What lines below mention the word "KOMATIE"? Copy each one.

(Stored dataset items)
╔══

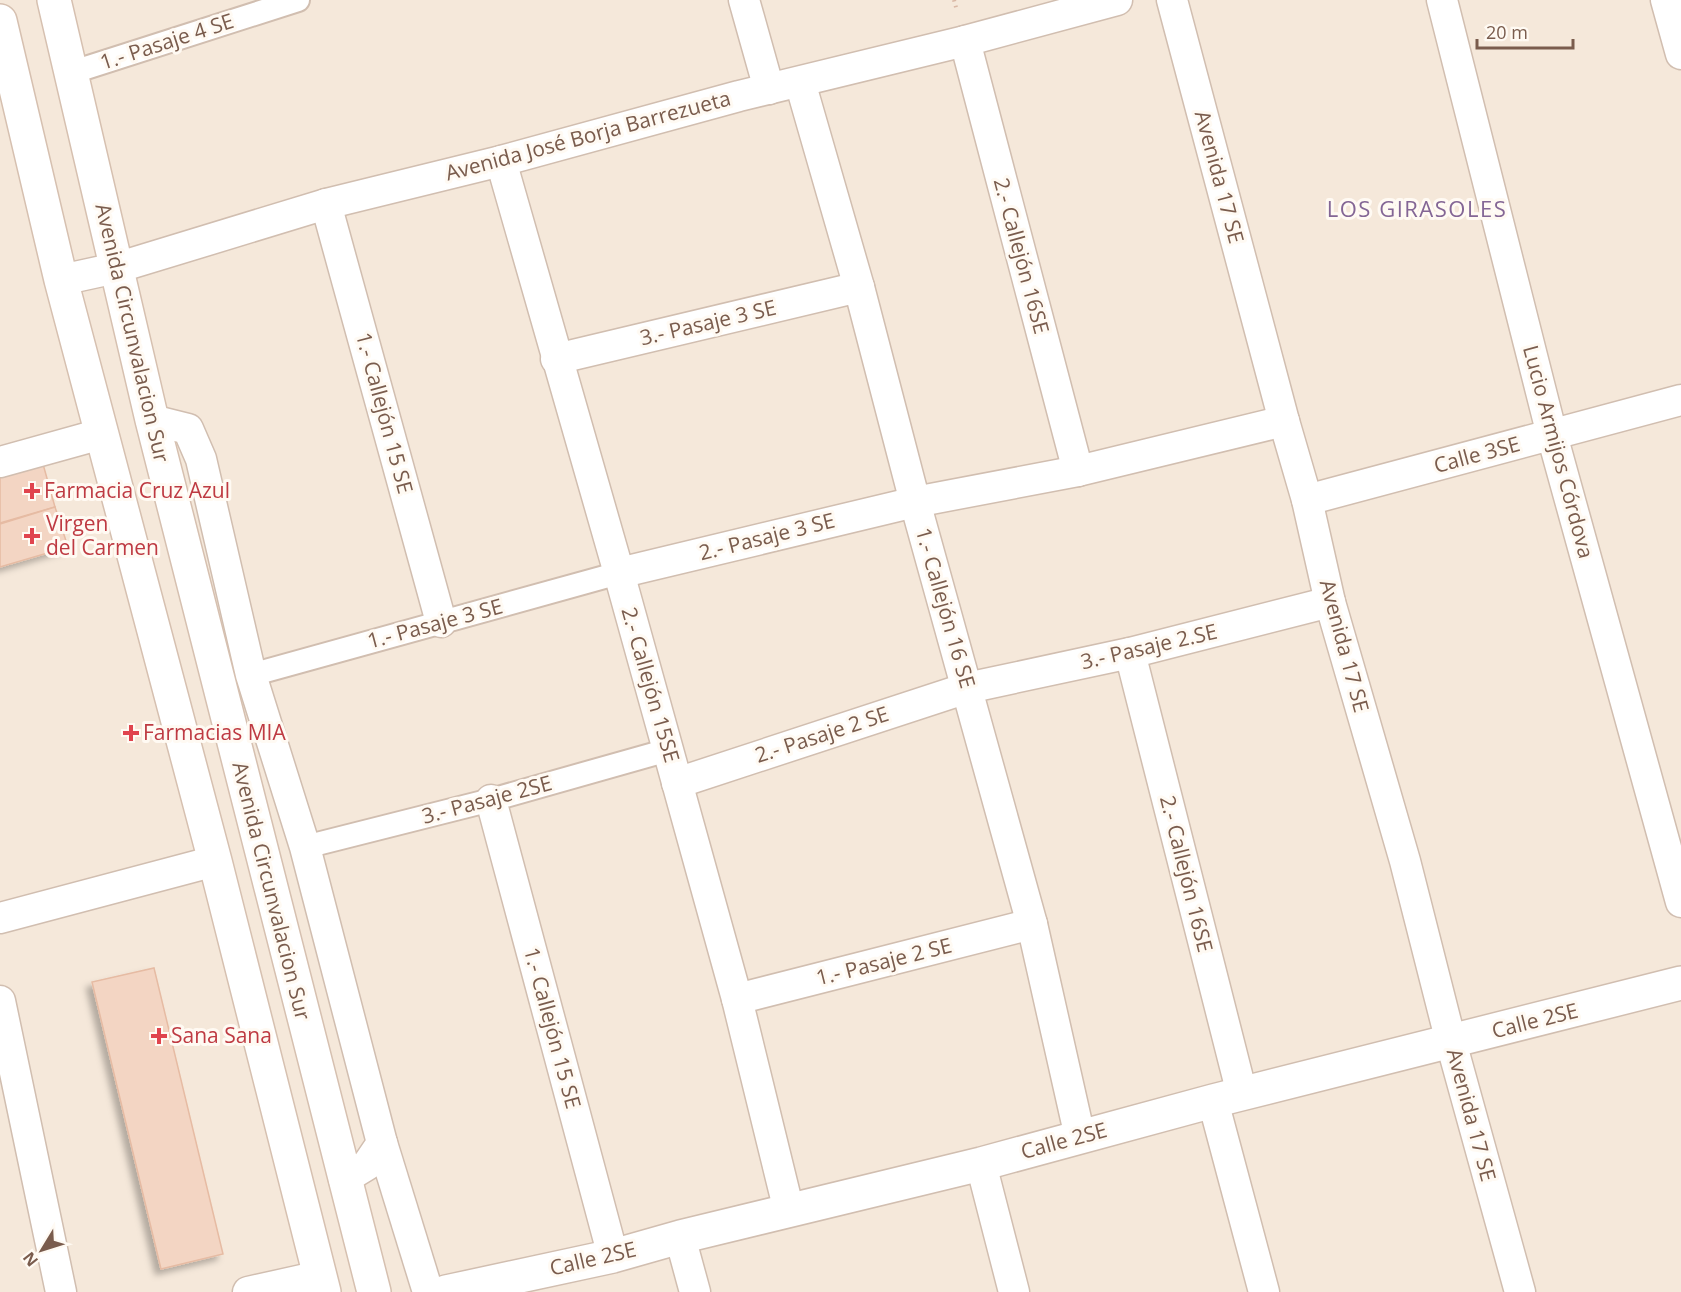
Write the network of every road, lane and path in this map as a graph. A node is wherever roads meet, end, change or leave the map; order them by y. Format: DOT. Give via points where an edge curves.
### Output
graph roads {
  1 [pos="54,0"];
  2 [pos="298,0"];
  3 [pos="744,0"];
  4 [pos="1117,0"];
  5 [pos="1172,0"];
  6 [pos="1442,0"];
  7 [pos="1666,0"];
  8 [pos="0,21"];
  9 [pos="965,41"];
  10 [pos="1681,54"];
  11 [pos="70,73"];
  12 [pos="800,82"];
  13 [pos="769,89"];
  14 [pos="501,161"];
  15 [pos="326,204"];
  16 [pos="116,268"];
  17 [pos="61,280"];
  18 [pos="859,287"];
  19 [pos="556,359"];
  20 [pos="1681,400"];
  21 [pos="152,420"];
  22 [pos="1284,421"];
  23 [pos="101,434"];
  24 [pos="1552,435"];
  25 [pos="0,462"];
  26 [pos="1078,471"];
  27 [pos="1307,500"];
  28 [pos="915,502"];
  29 [pos="619,573"];
  30 [pos="1330,602"];
  31 [pos="441,622"];
  32 [pos="1130,653"];
  33 [pos="251,675"];
  34 [pos="967,688"];
  35 [pos="668,750"];
  36 [pos="677,783"];
  37 [pos="491,800"];
  38 [pos="304,847"];
  39 [pos="215,861"];
  40 [pos="1681,902"];
  41 [pos="0,918"];
  42 [pos="1032,924"];
  43 [pos="1681,983"];
  44 [pos="737,999"];
  45 [pos="0,1001"];
  46 [pos="1451,1042"];
  47 [pos="1228,1098"];
  48 [pos="1080,1137"];
  49 [pos="382,1143"];
  50 [pos="981,1164"];
  51 [pos="344,1179"];
  52 [pos="789,1211"];
  53 [pos="680,1237"];
  54 [pos="614,1256"];
  55 [pos="322,1284"];
  56 [pos="61,1292"];
  57 [pos="248,1292"];
  58 [pos="374,1292"];
  59 [pos="428,1292"];
  60 [pos="446,1292"];
  61 [pos="695,1292"];
  62 [pos="1014,1292"];
  63 [pos="1264,1292"];
  64 [pos="1520,1292"];
  1 -- 11 [label="main road, Avenida Circunvalacion Sur"];
  2 -- 11 [label="street, 1.- Pasaje 4 SE"];
  3 -- 13 [label="street"];
  4 -- 9 [label="street, Avenida José Borja Barrezueta"];
  5 -- 22 [label="street, Avenida 17 SE"];
  6 -- 24 [label="street, Lucio Armijos Córdova"];
  7 -- 10 [label="street"];
  8 -- 17 [label="main road"];
  9 -- 12 [label="street, Avenida José Borja Barrezueta"];
  9 -- 26 [label="street, 2.- Callejón 16SE"];
  11 -- 16 [label="main road, Avenida Circunvalacion Sur"];
  12 -- 13 [label="street, Avenida José Borja Barrezueta"];
  12 -- 18 [label="street, 1.- Callejón 16 SE"];
  13 -- 14 [label="street, Avenida José Borja Barrezueta"];
  14 -- 15 [label="street, Avenida José Borja Barrezueta"];
  14 -- 19 [label="street, 2.- Callejón 15SE"];
  15 -- 16 [label="street, Avenida José Borja Barrezueta"];
  15 -- 31 [label="street, 1.- Callejón 15 SE"];
  16 -- 17 [label="street, Avenida José Borja Barrezueta"];
  16 -- 21 [label="main road, Avenida Circunvalacion Sur"];
  17 -- 23 [label="main road"];
  18 -- 19 [label="street, 3.- Pasaje 3 SE"];
  18 -- 28 [label="street, 1.- Callejón 16 SE"];
  19 -- 29 [label="street, 2.- Callejón 15SE"];
  20 -- 24 [label="street, Calle 3SE"];
  21 -- 33 [label="street" via="188,429 201,459"];
  21 -- 51 [label="main road, Avenida Circunvalacion Sur"];
  22 -- 26 [label="street"];
  22 -- 27 [label="street, Avenida 17 SE"];
  23 -- 25 [label="street"];
  23 -- 39 [label="main road"];
  24 -- 27 [label="street, Calle 3SE"];
  24 -- 40 [label="street, Lucio Armijos Córdova"];
  26 -- 28 [label="street, 2.- Pasaje 3 SE"];
  27 -- 30 [label="street, Avenida 17 SE"];
  28 -- 29 [label="street, 2.- Pasaje 3 SE"];
  28 -- 34 [label="street, 1.- Callejón 16 SE"];
  29 -- 31 [label="street, 1.- Pasaje 3 SE"];
  29 -- 35 [label="street, 2.- Callejón 15SE"];
  30 -- 32 [label="street, 3.- Pasaje 2.SE"];
  30 -- 46 [label="street, Avenida 17 SE" via="1405,861"];
  31 -- 33 [label="street, 1.- Pasaje 3 SE"];
  32 -- 34 [label="street, 3.- Pasaje 2.SE"];
  32 -- 47 [label="street, 2.- Callejón 16SE"];
  33 -- 38 [label="street"];
  34 -- 36 [label="street, 2.- Pasaje 2 SE"];
  34 -- 42 [label="street, 1.- Callejón 16 SE"];
  35 -- 36 [label="street, 2.- Callejón 15SE"];
  35 -- 37 [label="street, 3.- Pasaje 2SE"];
  36 -- 44 [label="street, 2.- Callejón 15SE"];
  37 -- 38 [label="street, 3.- Pasaje 2SE"];
  37 -- 54 [label="street, 1.- Callejón 15 SE"];
  38 -- 49 [label="street"];
  39 -- 41 [label="street"];
  39 -- 55 [label="main road"];
  42 -- 44 [label="street, 1.- Pasaje 2 SE"];
  42 -- 48 [label="street, 1.- Callejón 16 SE"];
  43 -- 46 [label="main road, Calle 2SE"];
  44 -- 52 [label="street, 2.- Callejón 15SE"];
  45 -- 56 [label="street"];
  46 -- 47 [label="main road, Calle 2SE"];
  46 -- 64 [label="street, Avenida 17 SE"];
  47 -- 48 [label="main road, Calle 2SE"];
  47 -- 63 [label="street, 2.- Callejón 16SE"];
  48 -- 50 [label="main road, Calle 2SE"];
  49 -- 51 [label="street" via="367,1165"];
  49 -- 59 [label="street"];
  50 -- 52 [label="main road, Calle 2SE"];
  50 -- 62 [label="street"];
  51 -- 58 [label="main road, Avenida Circunvalacion Sur"];
  52 -- 53 [label="main road, Calle 2SE"];
  53 -- 54 [label="main road, Calle 2SE"];
  53 -- 61 [label="street"];
  54 -- 60 [label="main road, Calle 2SE"];
  55 -- 57 [label="street"];
}
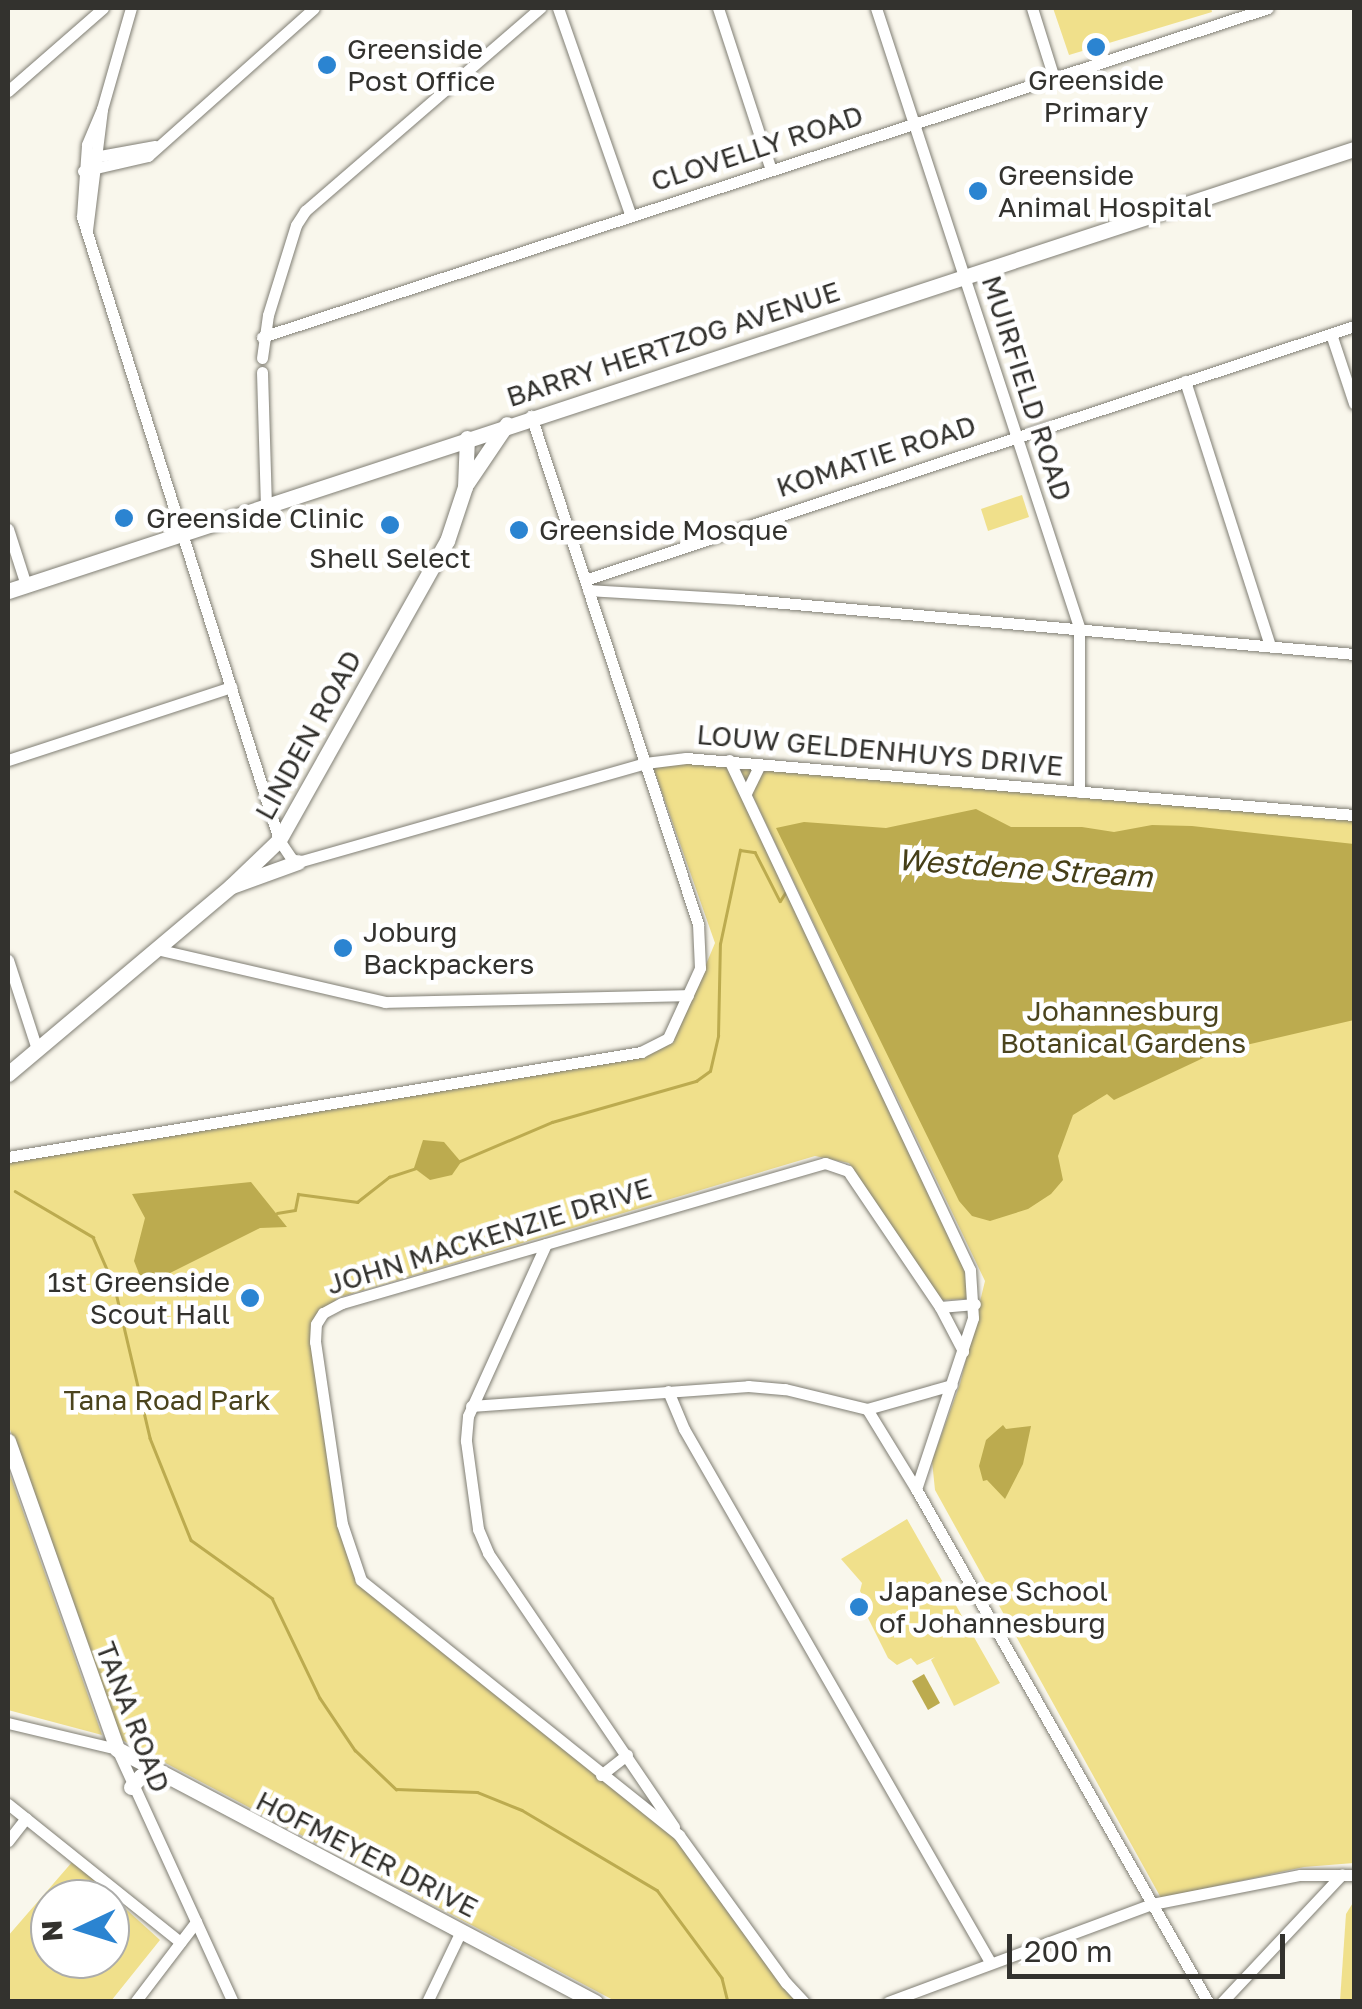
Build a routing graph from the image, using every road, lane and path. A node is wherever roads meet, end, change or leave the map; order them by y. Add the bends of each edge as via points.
1 (103, 8) edge
2 (130, 8) edge
3 (314, 8) edge
4 (540, 8) edge
5 (558, 8) edge
6 (718, 8) edge
7 (876, 8) edge
8 (1032, 8) edge
9 (1268, 8) edge
10 (1240, 12) edge
11 (1054, 78) junction
12 (8, 90) edge
13 (102, 109) junction
14 (913, 124) junction
15 (101, 130) junction
16 (154, 146) junction
17 (1354, 149) edge
18 (124, 153) junction
19 (89, 165) junction
20 (772, 170) junction
21 (631, 216) junction
22 (963, 276) junction
23 (1354, 326) edge
24 (1331, 334) junction
25 (262, 337) junction
26 (262, 358) dead end
27 (262, 372) dead end
28 (1186, 381) junction
29 (1354, 403) edge
30 (531, 416) junction
31 (507, 424) junction
32 (1016, 436) junction
33 (466, 438) junction
34 (464, 487) junction
35 (266, 505) junction
36 (8, 529) edge
37 (181, 534) junction
38 (26, 584) junction
39 (587, 585) junction
40 (8, 591) edge
41 (1079, 627) junction
42 (1270, 646) junction
43 (1354, 654) edge
44 (231, 686) junction
45 (8, 760) edge
46 (729, 760) junction
47 (645, 763) junction
48 (760, 764) junction
49 (1079, 792) junction
50 (746, 793) junction
51 (1354, 815) edge
52 (279, 840) junction
53 (298, 862) junction
54 (231, 886) junction
55 (156, 949) junction
56 (8, 960) edge
57 (688, 995) junction
58 (37, 1049) junction
59 (8, 1074) edge
60 (8, 1158) edge
61 (546, 1244) junction
62 (975, 1304) junction
63 (940, 1307) junction
64 (964, 1351) junction
65 (952, 1385) junction
66 (668, 1391) junction
67 (471, 1406) junction
68 (867, 1410) junction
69 (8, 1441) edge
70 (916, 1489) junction
71 (8, 1723) edge
72 (117, 1749) junction
73 (627, 1755) junction
74 (157, 1774) junction
75 (601, 1775) junction
76 (132, 1787) junction
77 (8, 1804) edge
78 (26, 1818) junction
79 (678, 1835) junction
80 (8, 1841) edge
81 (1348, 1874) edge
82 (1152, 1904) junction
83 (196, 1922) junction
84 (461, 1931) junction
85 (180, 1942) junction
86 (990, 1962) junction
87 (134, 2002) edge
88 (232, 2002) edge
89 (427, 2002) edge
90 (595, 2002) edge
91 (804, 2002) edge
92 (888, 2002) edge
93 (1208, 2002) edge
94 (1222, 2002) edge

1 - 12 street
2 - 13 street
3 - 16 street
4 - 25 street via 305,211
5 - 21 street
6 - 20 street
7 - 14 street, MUIRFIELD ROAD
8 - 11 street
9 - 10 street, CLOVELLY ROAD
10 - 11 street, CLOVELLY ROAD
11 - 14 street, CLOVELLY ROAD
13 - 15 street
13 - 19 street via 93,123
14 - 20 street, CLOVELLY ROAD
14 - 22 street, MUIRFIELD ROAD
15 - 18 street
15 - 19 street
16 - 18 street
16 - 19 street via 148,156
17 - 22 main road, BARRY HERTZOG AVENUE
18 - 19 street
19 - 37 street via 81,210
20 - 21 street, CLOVELLY ROAD
21 - 25 street, CLOVELLY ROAD
22 - 30 main road, BARRY HERTZOG AVENUE
22 - 32 street, MUIRFIELD ROAD
23 - 24 street, KOMATIE ROAD
24 - 28 street, KOMATIE ROAD
24 - 29 street
25 - 26 street
27 - 35 street
28 - 32 street, KOMATIE ROAD
28 - 42 street
30 - 31 main road, BARRY HERTZOG AVENUE
30 - 39 street
31 - 33 main road, BARRY HERTZOG AVENUE
31 - 34 main road
32 - 39 street, KOMATIE ROAD
32 - 41 street, MUIRFIELD ROAD
33 - 34 main road, LINDEN ROAD
33 - 35 main road, BARRY HERTZOG AVENUE
34 - 52 main road, LINDEN ROAD via 447,541
35 - 37 main road, BARRY HERTZOG AVENUE
36 - 38 street
37 - 38 main road, BARRY HERTZOG AVENUE
37 - 44 street
38 - 40 main road, BARRY HERTZOG AVENUE
39 - 41 street
39 - 47 street
41 - 42 street
41 - 49 street, MUIRFIELD ROAD
42 - 43 street
44 - 45 street
44 - 52 street
46 - 47 street, LOUW GELDENHUYS DRIVE
46 - 48 street, LOUW GELDENHUYS DRIVE
46 - 50 street
47 - 53 street, LOUW GELDENHUYS DRIVE
47 - 57 street via 702,944
48 - 49 street, LOUW GELDENHUYS DRIVE
48 - 50 street
49 - 51 street, LOUW GELDENHUYS DRIVE
50 - 62 street via 965,1258
52 - 53 street
52 - 54 main road, LINDEN ROAD
53 - 54 main road
54 - 55 main road, LINDEN ROAD
55 - 57 street via 385,1002
55 - 58 main road, LINDEN ROAD
56 - 58 street
57 - 60 street via 668,1038 649,1050
58 - 59 main road, LINDEN ROAD
61 - 63 street, JOHN MACKENZIE DRIVE via 794,1169 834,1164 848,1171
61 - 67 street
61 - 75 street, JOHN MACKENZIE DRIVE via 342,1303 319,1318 315,1342 346,1544 361,1580
62 - 63 street
62 - 64 street
63 - 64 street, JOHN MACKENZIE DRIVE
64 - 65 street
65 - 68 street
65 - 70 street
66 - 67 street
66 - 68 street via 767,1387
66 - 86 street
67 - 73 street via 466,1441 483,1545
68 - 70 street
69 - 72 main road, TANA ROAD
70 - 82 street
71 - 72 street
72 - 74 main road, HOFMEYER DRIVE
72 - 76 street, TANA ROAD
73 - 75 street
73 - 79 street
74 - 76 main road via 141,1776
74 - 84 main road, HOFMEYER DRIVE
75 - 79 street, JOHN MACKENZIE DRIVE
76 - 83 street, TANA ROAD
77 - 78 street
78 - 80 street
78 - 85 street
79 - 91 street, JOHN MACKENZIE DRIVE
81 - 82 street via 1289,1877
81 - 94 street
82 - 86 street
82 - 93 street
83 - 85 street
83 - 88 street, TANA ROAD
84 - 89 street
84 - 90 main road, HOFMEYER DRIVE
85 - 87 street
86 - 92 street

╚══

*EXERCISE ANSWER*:
23 - 24 street, KOMATIE ROAD
24 - 28 street, KOMATIE ROAD
28 - 32 street, KOMATIE ROAD
32 - 39 street, KOMATIE ROAD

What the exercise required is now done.